Risk factors for SAB include colonization with S aureus, intravenous (IV) drug use, use of prosthetic heart valves, and intravascular device use. Factors that put individuals at increased risk of SAB are type 1 diabetes, renal hemodialysis, recent vancomycin treatment, MRSA infection, and persistent bacteremia. Early identification of SAB may be beneficial because it allows for expeditious infectious disease consultation and initiation of appropriate therapy.³

Complicated SAB

Patients at increased risk of complicated SAB include individuals who have a positive repeat follow-up blood culture result in 48 to 96 hours following initial positive culture result, vascular catheters or indwelling devices, constant fever following 3 days after initial presentation, and skin lesion(s) indicative of an acute systemic infection. Complications associated with persistent SAB following initiation of empiric antibiotic therapy include a 30-day mortality rate that is nearly double that of individuals for whom blood culture results have cleared. A more severe complication associated with SAB is infective endocarditis (IE), which is a result of S aureus colonization on the lining, valves, and/or blood vessels of the heart. Additionally, SAB may lead to the development of metastatic infections.^1,2

Diagnosis

Blood cultures are employed to detect the presence of S aureus. One positive culture result is considered significant enough to initiate empiric therapy while concurrently continuing to evaluate the patient. Follow-up cultures should be collected every 24 to 48 hours until S aureus is no longer detectable in the blood. If a patient has continued bacteremia despite empiric therapy, the patient will require additional evaluation. A thorough evaluation of patient history must be completed alongside a physical examination.¹

Additionally, an echocardiogram may be conducted to assess the presence of vegetation. A transthoracic echocardiography (TTE) is generally performed first. Presence of vegetation on the TTE suggests the need to perform a transesophageal echocardiography (TEE), which is more sensitive to the presence of valvular vegetation; however, this procedure may lead to esophageal perforation. A TEE should be performed if the SAB continues despite antimicrobial therapy and the duration of infection is unknown as well as if there is cardiac prosthetic material or predisposing valvular abnormality, dependency on hemodialysis, and/or IV drug use. Individuals are more susceptible to forming vegetation on valves 5 to 7 days following onset of SAB. Symptoms that may indicate the need for additional imaging include back pain (evaluate for vertebral osteomyelitis or prostate-specific antigen), abdominal pain (evaluate for splenic and/or renal infarct), and headache (evaluate for soft tissue damage).^1,2

Infective Endocarditis

Although a rare condition associated with SAB, IE can greatly increase the morbidity and mortality associated with SAB. IE may be the primary source of SAB from a secondary metastatic complication where valves are seeded from an extracardiac source. Broadly, IE refers to an infection on the surface of the heart, commonly associated with a valve surface (native or prosthetic) or an infection involving an intracardiac device (Table 3). IE can be further stratified into right-sided or left-sided IE, with left-sided being the more common presentation. Because of the wide variability in presentation and need for rapid diagnosis, strategies have been designed to aid practitioners in diagnosing the disease and determining the need for echocardiograms.^2,4,5

Table 1: Major criteria | FDG-PET, fluorodeoxyglucose-positron emission tomography; IE, infective endocarditis; IFS, interfering factors screen; PCR, polymerase chain reaction.
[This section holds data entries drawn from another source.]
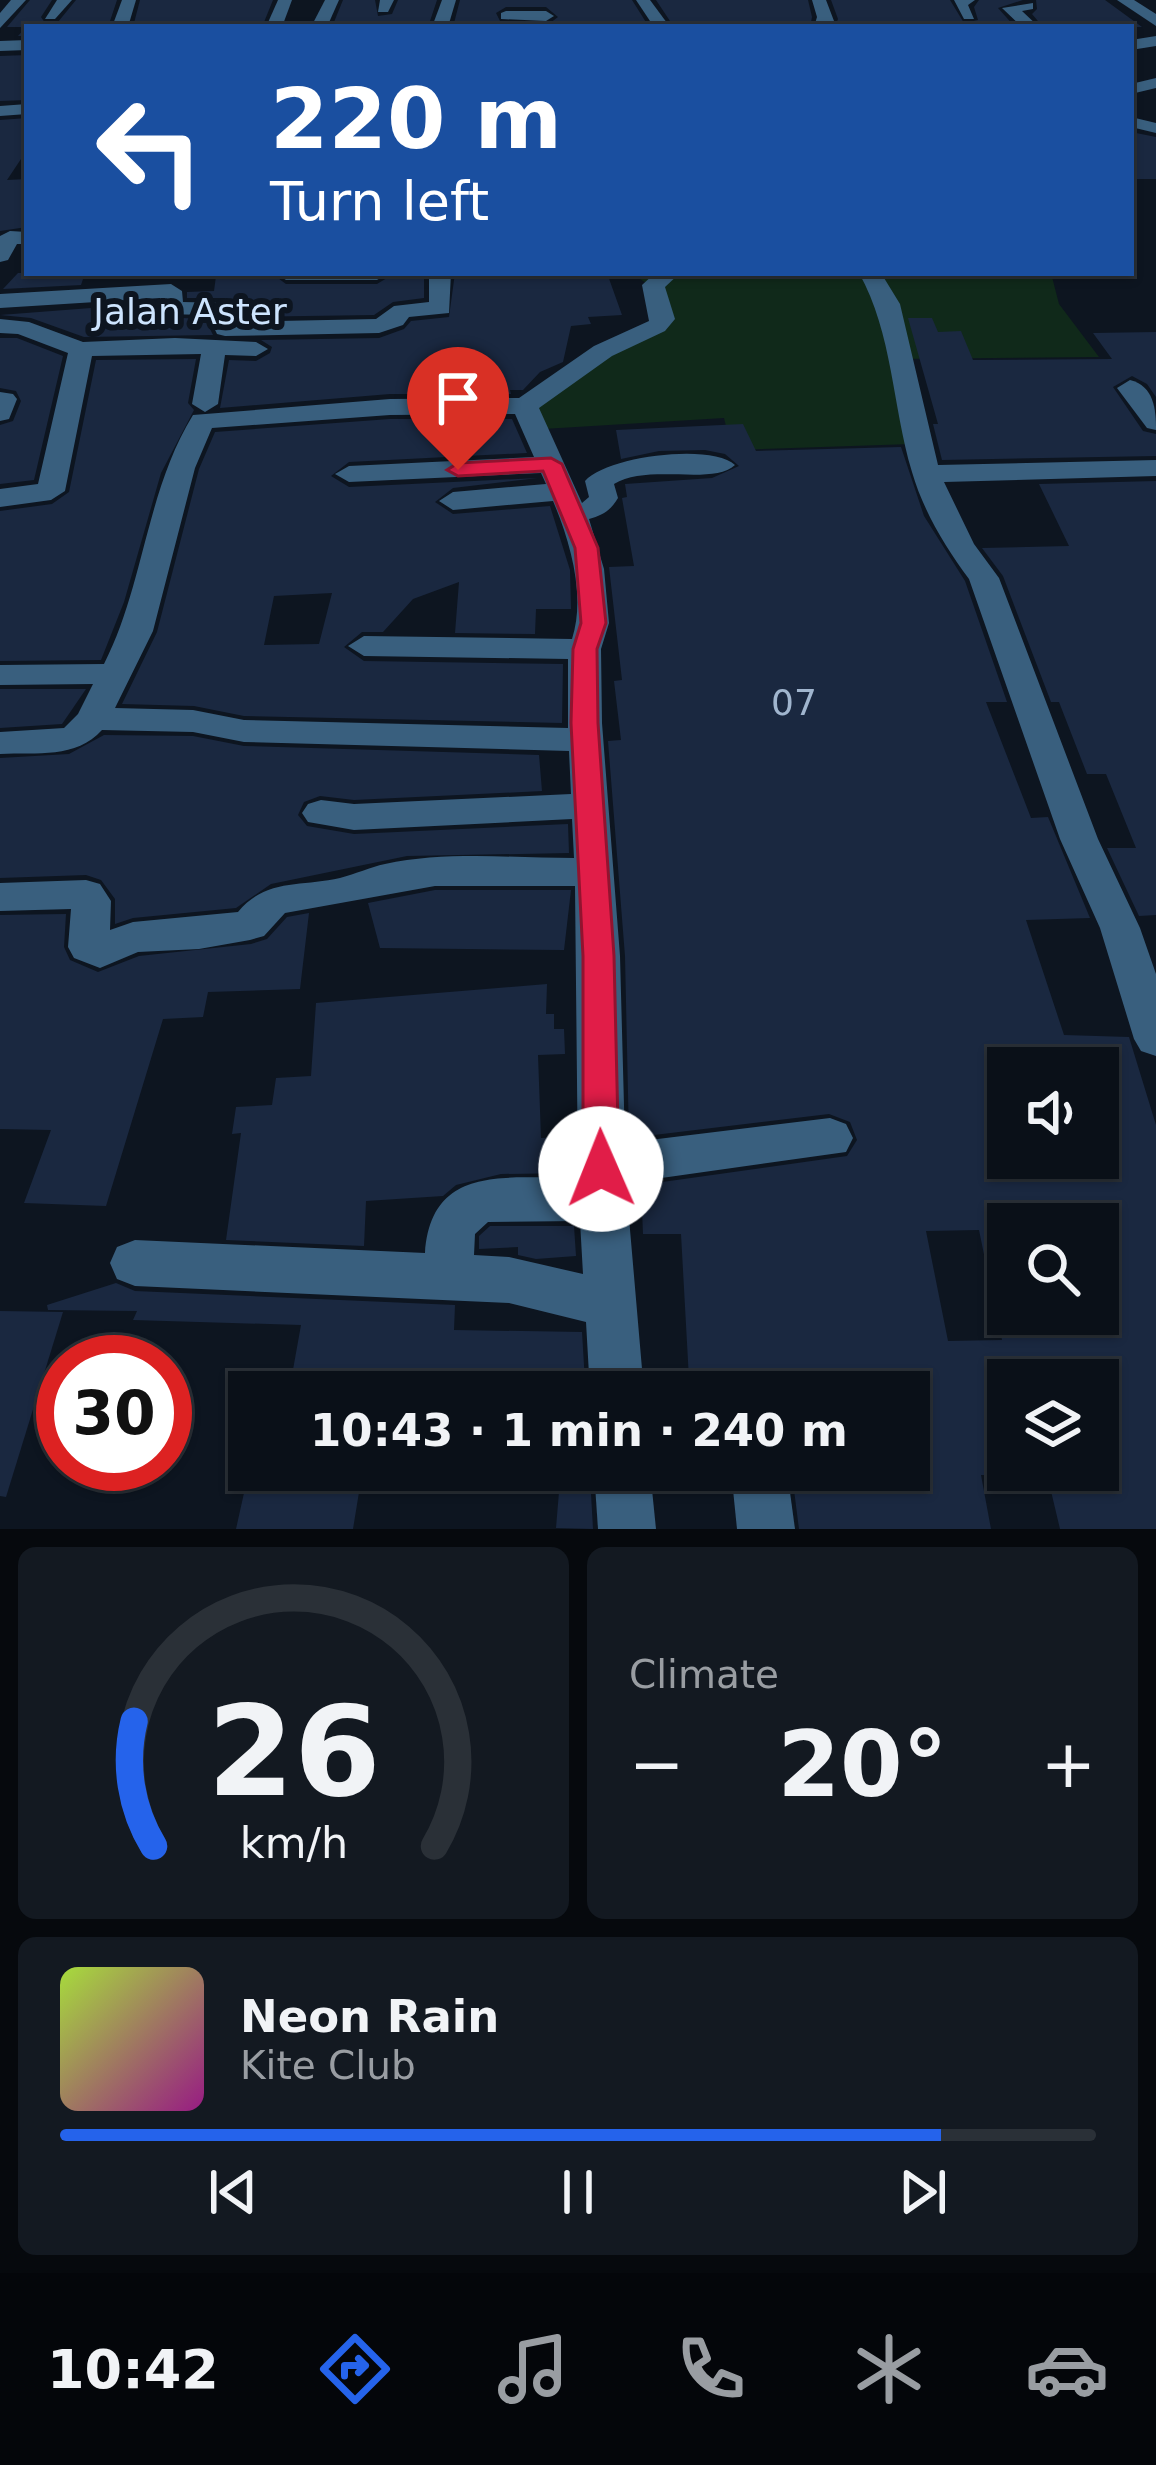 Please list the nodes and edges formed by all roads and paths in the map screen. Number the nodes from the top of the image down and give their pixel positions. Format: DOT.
graph roads {
  1 [pos="20,0"];
  2 [pos="65,0"];
  3 [pos="819,0"];
  4 [pos="1022,0"];
  5 [pos="1124,0"];
  6 [pos="544,14"];
  7 [pos="50,16"];
  8 [pos="506,16"];
  9 [pos="1156,21"];
  10 [pos="0,23"];
  11 [pos="1025,23"];
  12 [pos="821,24"];
  13 [pos="24,238"];
  14 [pos="0,253"];
  15 [pos="440,276"];
  16 [pos="659,276"];
  17 [pos="872,276"];
  18 [pos="0,302"];
  19 [pos="0,326"];
  20 [pos="312,347"];
  21 [pos="81,349"];
  22 [pos="214,349"];
  23 [pos="1130,388"];
  24 [pos="205,404"];
  25 [pos="527,404"];
  26 [pos="1156,422"];
  27 [pos="721,465"];
  28 [pos="1156,468"];
  29 [pos="349,474"];
  30 [pos="926,474"];
  31 [pos="561,487"];
  32 [pos="0,498"];
  33 [pos="453,500"];
  34 [pos="519,623"];
  35 [pos="589,636"];
  36 [pos="364,646"];
  37 [pos="116,674"];
  38 [pos="0,675"];
  39 [pos="93,719"];
  40 [pos="586,740"];
  41 [pos="0,743"];
  42 [pos="590,806"];
  43 [pos="321,813"];
  44 [pos="592,872"];
  45 [pos="0,897"];
  46 [pos="1156,1039"];
  47 [pos="830,1138"];
  48 [pos="602,1184"];
  49 [pos="135,1263"];
  50 [pos="448,1277"];
  51 [pos="612,1304"];
  52 [pos="616,1371"];
  53 [pos="624,1491"];
  54 [pos="761,1491"];
  55 [pos="627,1529"];
  56 [pos="766,1529"];
  1 -- 10 [label="street"];
  2 -- 7 [label="street"];
  3 -- 12 [label="street"];
  4 -- 11 [label="street"];
  5 -- 9 [label="street"];
  6 -- 8 [label="street"];
  13 -- 14 [label="street"];
  15 -- 18 [label="street"];
  16 -- 25 [label="street"];
  17 -- 30 [label="street"];
  19 -- 21 [label="street, Jalan Aster"];
  20 -- 22 [label="street, Jalan Aster"];
  21 -- 22 [label="street, Jalan Aster"];
  21 -- 32 [label="street"];
  22 -- 24 [label="street"];
  23 -- 26 [label="street"];
  25 -- 31 [label="street"];
  25 -- 37 [label="street"];
  27 -- 31 [label="street"];
  28 -- 30 [label="street"];
  29 -- 31 [label="street"];
  30 -- 46 [label="street"];
  31 -- 33 [label="street"];
  31 -- 35 [label="street"];
  34 -- 35 [label="street"];
  35 -- 36 [label="street"];
  35 -- 40 [label="street"];
  37 -- 38 [label="street"];
  37 -- 39 [label="street"];
  39 -- 40 [label="street"];
  39 -- 41 [label="street"];
  40 -- 42 [label="street"];
  42 -- 43 [label="street"];
  42 -- 44 [label="street"];
  44 -- 45 [label="street"];
  44 -- 48 [label="street"];
  47 -- 48 [label="street"];
  48 -- 50 [label="street"];
  48 -- 51 [label="street"];
  49 -- 50 [label="street"];
  50 -- 51 [label="street"];
  51 -- 52 [label="street"];
  53 -- 55 [label="street"];
  54 -- 56 [label="street"];
}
Duke-International Society for Cardiovascular Infectious Diseases Criteria

Because of IE’s variable presentation and need for rapid diagnosis, strategies are needed to aid in IE’s diagnosis among all disease forms. Initially published in 1994 and most recently updated in 2023, the Duke-International Society for Cardiovascular Infectious Diseases criteria utilize major and minor clinical criteria to aid in the formal diagnosis of IE by stratifying patients into categories of rejected, possible, or definite. The clinical criteria for definite and possible categorization rely on the major and minor criteria seen in Tables 1 and 2. A patient may meet the definite category through pathological or clinical criteria.^6-8

Table 2: Minor criteria | CIED, cardiovascular implantable electronic device; FDG-PET, fluorodeoxyglucose–positron emission tomography; IE, infective endocarditis.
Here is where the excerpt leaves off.